A woman once wrote a letter to the editor with her ideas about how to stop all wildfires in our forest.
Her first idea was to construct agriculture water sprinklers in all 745 million acres of our national forests. Her second, to prohibit all campfires and cooking in those same forests.
She wanted people to dine on raw vegetables, fruit and soy based protein.
She’s not clear on the subject of how the sprinklers would work — are they on timers or some kind of smoke alarm? — or even where the vast amount of water needed to run them would come from.
To say this idea is unworkable is to state the obvious, but that is a good thing.
If it was to be built it would be a death sentence for our forests and the creatures that live there.
Mother Nature has been dealing with wildfires long before the first caveman learned to capture fire and take it from campsite to campsite.
If we remove the threat of fire the end product would be a climax forest so dense that nothing else could grow in the trees’ shade.
This forest would not include giant redwood, sequoia or common jack pine, though, because those trees need the intense heat of a forest fire to germinate.
Nor would there be any huckleberry, salmonberry or blueberries, because these plants need sunshine.
Come to think about it, there would be little wildlife at all: deer need meadows and shrubs for food, but shrubs also need lots of sunshine.
Black bears need downed trees filled with grubs to eat and lots of berries to build up their fat in time to hibernate for winter.
Forest fires clear the forest floor, turning debris to ash which returns nutrients to the soil.

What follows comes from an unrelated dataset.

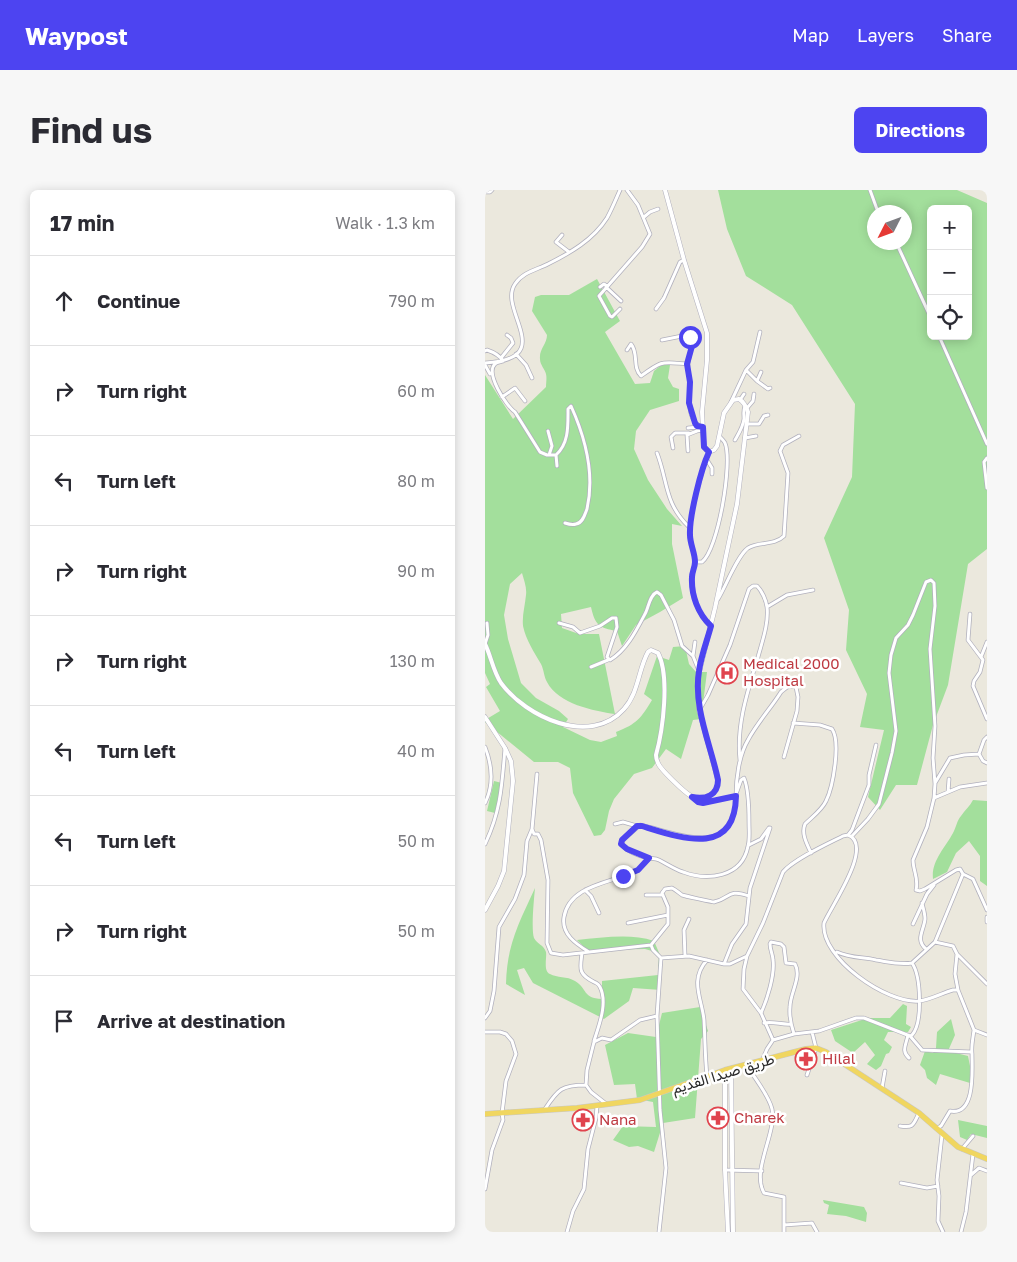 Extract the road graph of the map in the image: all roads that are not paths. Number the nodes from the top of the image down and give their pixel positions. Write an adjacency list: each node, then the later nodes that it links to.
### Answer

These nutrients feed the returning grasses and plants, which grow much more quickly, and they in turn feed deer, beaver, elk and other creatures in the revitalized forest.
Forest fires also kill the diseases and insects that prey on trees, which kill more trees every year than fire.

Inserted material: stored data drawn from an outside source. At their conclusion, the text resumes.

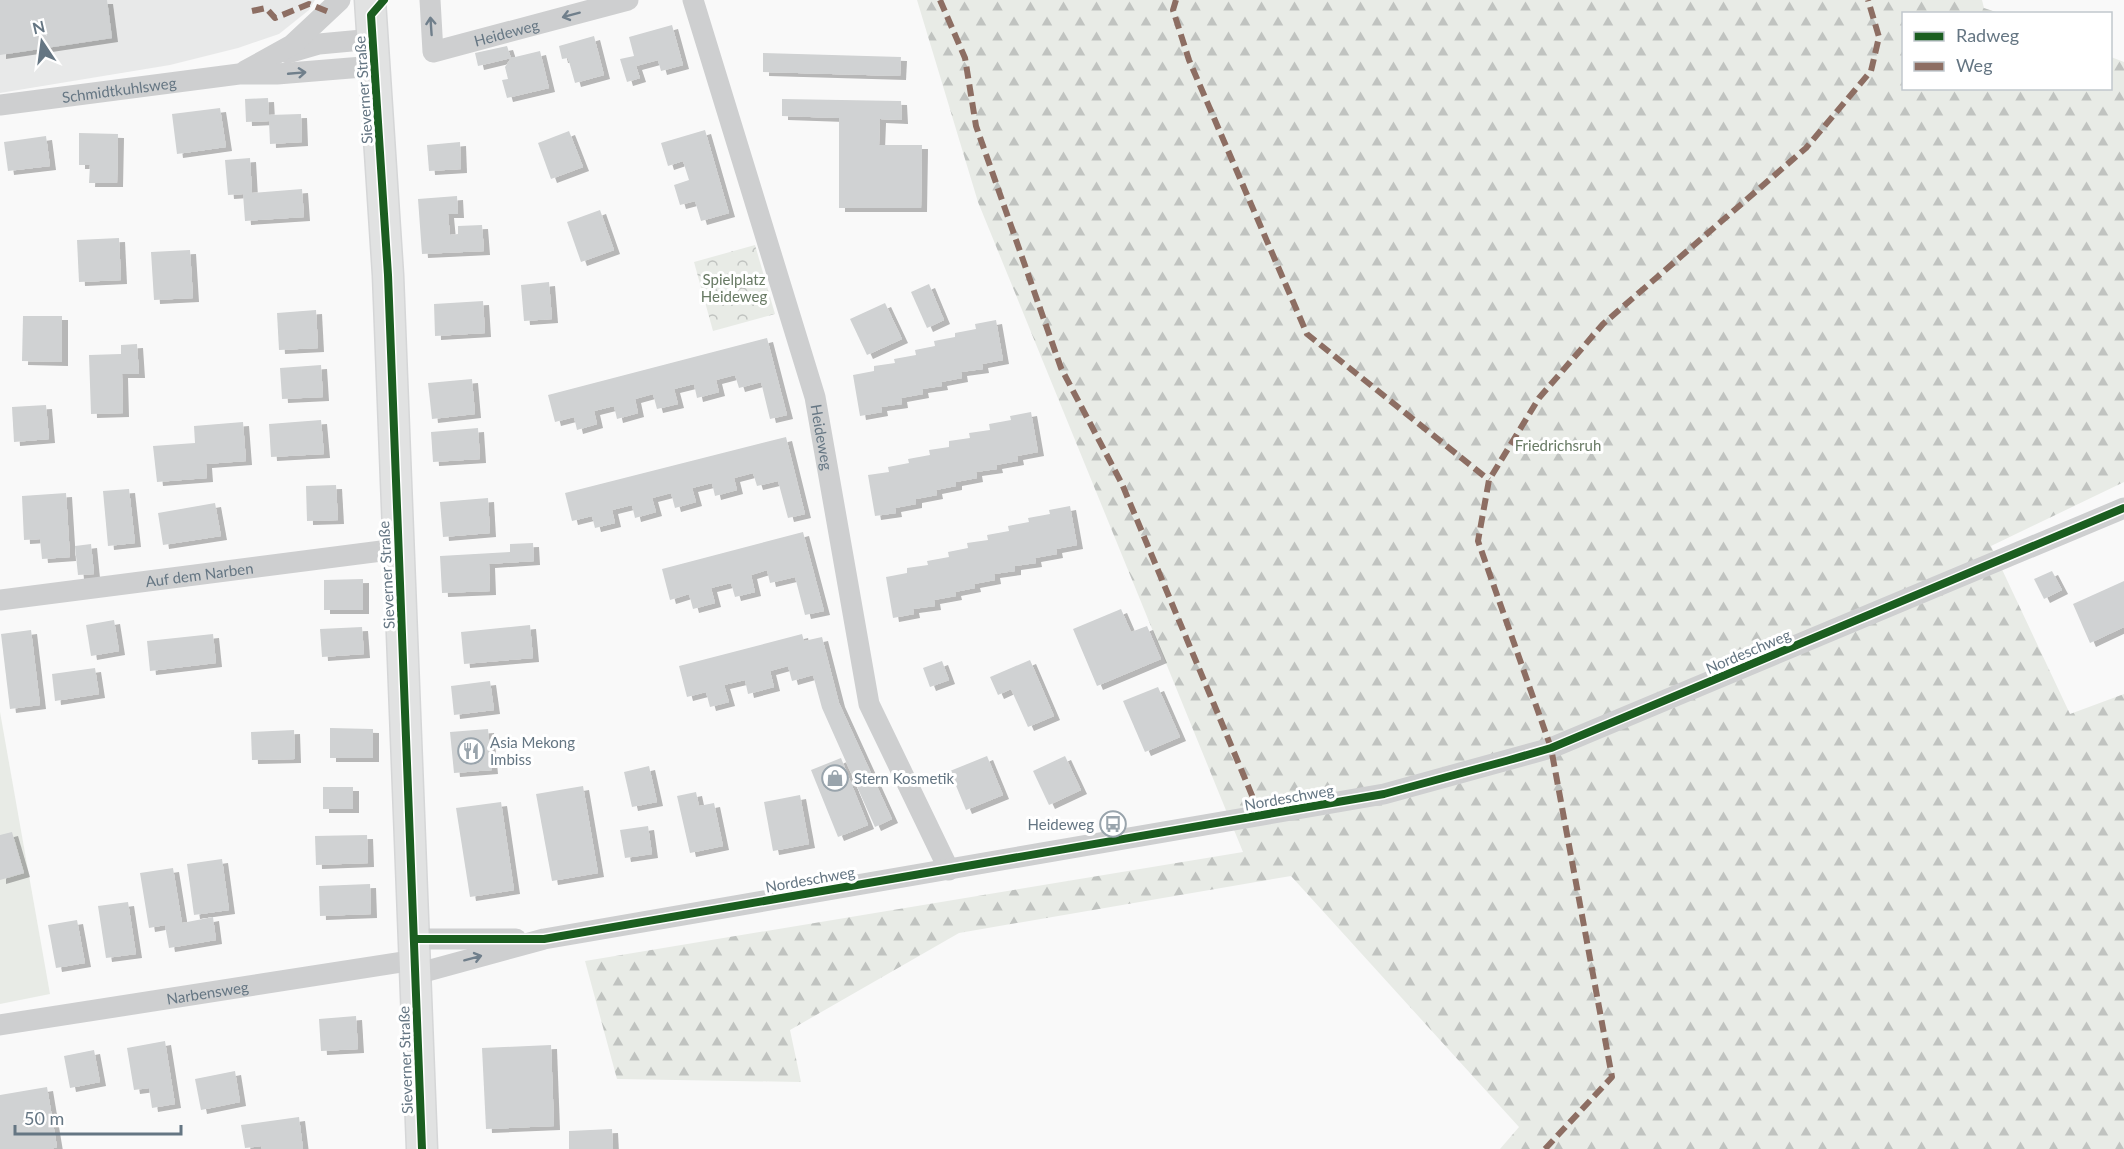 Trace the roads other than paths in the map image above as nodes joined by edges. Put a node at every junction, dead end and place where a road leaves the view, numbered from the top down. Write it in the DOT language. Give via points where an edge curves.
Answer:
graph roads {
  1 [pos="340,0"];
  2 [pos="370,0"];
  3 [pos="430,0"];
  4 [pos="628,0"];
  5 [pos="693,0"];
  6 [pos="374,52"];
  7 [pos="272,58"];
  8 [pos="239,74"];
  9 [pos="0,105"];
  10 [pos="2124,508"];
  11 [pos="398,549"];
  12 [pos="0,600"];
  13 [pos="949,870"];
  14 [pos="544,939"];
  15 [pos="415,958"];
  16 [pos="0,1025"];
  17 [pos="422,1149"];
  1 -- 7 [label="street, Schmidtkuhlsweg" via="307,33"];
  2 -- 6 [label="main road, Sieverner Straße"];
  4 -- 3 [label="street, Heideweg, one-way" via="433,52"];
  5 -- 13 [label="street, Heideweg" via="814,397 869,704"];
  6 -- 7 [label="street, Schmidtkuhlsweg" via="319,44"];
  8 -- 6 [label="street, Schmidtkuhlsweg, one-way" via="277,74"];
  6 -- 11 [label="main road, Sieverner Straße" via="387,254"];
  7 -- 8 [label="street, Schmidtkuhlsweg"];
  8 -- 9 [label="street, Schmidtkuhlsweg"];
  10 -- 13 [label="street, Nordeschweg" via="1551,748 1384,794"];
  11 -- 12 [label="street, Auf dem Narben"];
  11 -- 15 [label="main road, Sieverner Straße"];
  13 -- 14 [label="street, Nordeschweg"];
  15 -- 14 [label="street, Nordeschweg, one-way"];
  14 -- 15 [label="street, Nordeschweg"];
  15 -- 16 [label="street, Narbensweg"];
  15 -- 17 [label="main road, Sieverner Straße"];
}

History has taught us a lot about our forests.
First is that extreme wildfire suppression is just feeding the beast.
A lot of small wildfires clear the forest floor without generating the intense heat of a large fire that kills everything in its path.
Second, those wildfires return nutrients to the soil very quickly, making for healthier and larger trees.
Third, a dense, overgrown forest that has not seen a wildfire in generations is a disaster waiting to happen.
We have a great example of how a wildfire helps rather than hurts a forest right in our backyard.
In 2001, the Gnarl Ridge Fire on the east flank of Mount Hood blew up over night, and 300-foot flames raced towards the Cloud Cap Tilly Jane Historic District.
Almost all the trees along Cloud Cap road burned to the ground.
The fire left nothing but smoldering trees, soot and ash.
Back in 2001, many of the trees were ghost trees, standing tall but dead from pine beetle.
The fire wiped out the pine beetles and today we have new, healthy trees five feet tall along the road, as well as lots of new huckleberry bushes.
In 2001 we never saw deer in the Tilly Jane campground — there was simply nothing for them to eat.
Today, we not only have a healthy deer population, but they have attracted a resident cougar as well.
I have never regretted the lightning that started that fire — it did millions of dollars worth of good.